Russian journalist and television presenter (born 1970)

Marianna Aleksandrovna Maksimovskaya (Марианна Александровна Максимовская; born 7 April 1970) is a Russian journalist and television presenter. She presented the programme "The Week" which was reported as the last independent TV news source in Russia when it was stopped in 2014.

==Life==
Maksimovskaya was born in Moscow in 1970. She studied journalism and graduated from the Moscow State University.

In 1993 she began working for TV companies as a presenter or a correspondent. She worked at the Russian TV companies ORT, NTV, TVS and TV6. She was an anchor and news presenter for Vladimir Gusinsky's NTV Station. In 2003 she was a deputy editor at REN TV.

In November 2005 REN TV fired Olga Romanova, the anchor of its daily 24 news flagship. Despite much publicity around the incident, her manner of reporting was continued by Maksimovskaya presenting "Week" for REN TV.

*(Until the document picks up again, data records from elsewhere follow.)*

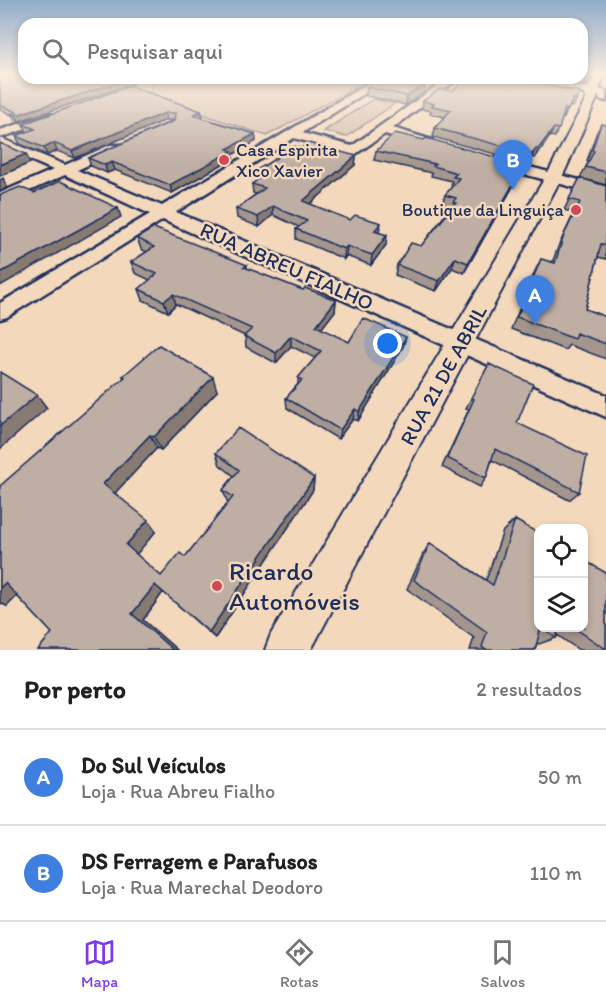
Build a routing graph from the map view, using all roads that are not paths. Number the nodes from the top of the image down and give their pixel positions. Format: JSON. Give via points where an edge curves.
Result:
{"nodes":[{"id":1,"x":342,"y":103,"type":"edge"},
{"id":2,"x":419,"y":103,"type":"edge"},
{"id":3,"x":595,"y":103,"type":"edge"},
{"id":4,"x":63,"y":113,"type":"edge"},
{"id":5,"x":386,"y":127,"type":"junction"},
{"id":6,"x":0,"y":134,"type":"edge"},
{"id":7,"x":292,"y":134,"type":"junction"},
{"id":8,"x":0,"y":142,"type":"edge"},
{"id":9,"x":128,"y":142,"type":"edge"},
{"id":10,"x":442,"y":143,"type":"edge"},
{"id":11,"x":487,"y":156,"type":"edge"},
{"id":12,"x":64,"y":170,"type":"junction"},
{"id":13,"x":555,"y":175,"type":"junction"},
{"id":14,"x":606,"y":184,"type":"edge"},
{"id":15,"x":606,"y":192,"type":"edge"},
{"id":16,"x":0,"y":199,"type":"edge"},
{"id":17,"x":165,"y":212,"type":"junction"},
{"id":18,"x":0,"y":312,"type":"edge"},
{"id":19,"x":462,"y":342,"type":"junction"},
{"id":20,"x":606,"y":406,"type":"edge"},
{"id":21,"x":287,"y":650,"type":"edge"}],
"edges":[{"from":1,"to":7,"type":"street"},
{"from":2,"to":5,"type":"street"},
{"from":3,"to":13,"type":"street","name":"RUA 21 DE ABRIL"},
{"from":4,"to":6,"type":"street"},
{"from":5,"to":7,"type":"street","via":[[354,151]]},
{"from":5,"to":10,"type":"street"},
{"from":7,"to":17,"type":"street"},
{"from":8,"to":12,"type":"street","name":"RUA ABREU FIALHO"},
{"from":9,"to":12,"type":"street"},
{"from":11,"to":13,"type":"street"},
{"from":12,"to":16,"type":"street"},
{"from":12,"to":17,"type":"street","name":"RUA ABREU FIALHO"},
{"from":13,"to":14,"type":"street"},
{"from":13,"to":15,"type":"street"},
{"from":13,"to":19,"type":"street","name":"RUA 21 DE ABRIL"},
{"from":17,"to":18,"type":"street"},
{"from":17,"to":19,"type":"street","name":"RUA ABREU FIALHO"},
{"from":19,"to":20,"type":"street","name":"RUA ABREU FIALHO"},
{"from":19,"to":21,"type":"street","name":"RUA 21 DE ABRIL"}]}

In 2010 Maksimovskaya was presenting evidence that coal miners were not only blocking methane detectors on her programme "Week". They were being encouraged in this practice by mine owners. The mine owners were offering bonuses and the build-up of methane was leading to the deaths of miners. The programme also interviewed Mikhail Khodorkovsky who is one of the Kremlin's leading critics.

She presented the programme "The Week" for REN TV until 2014. "The Week" was reported as the last independent TV news source in Russia when it was stopped in 2014.

In 2015 she went to work for "Mikhailov & Partners" and three years later she was leading that communication company.

According to media reports, in spring 2017, Maksimovskaya was considered for a senior management position at Sberbank. However, the bank's Board eventually did not approve her candidacy.

==Awards==
She became a member of the Academy of Russian Television in 2007 and she has several TEFI awards.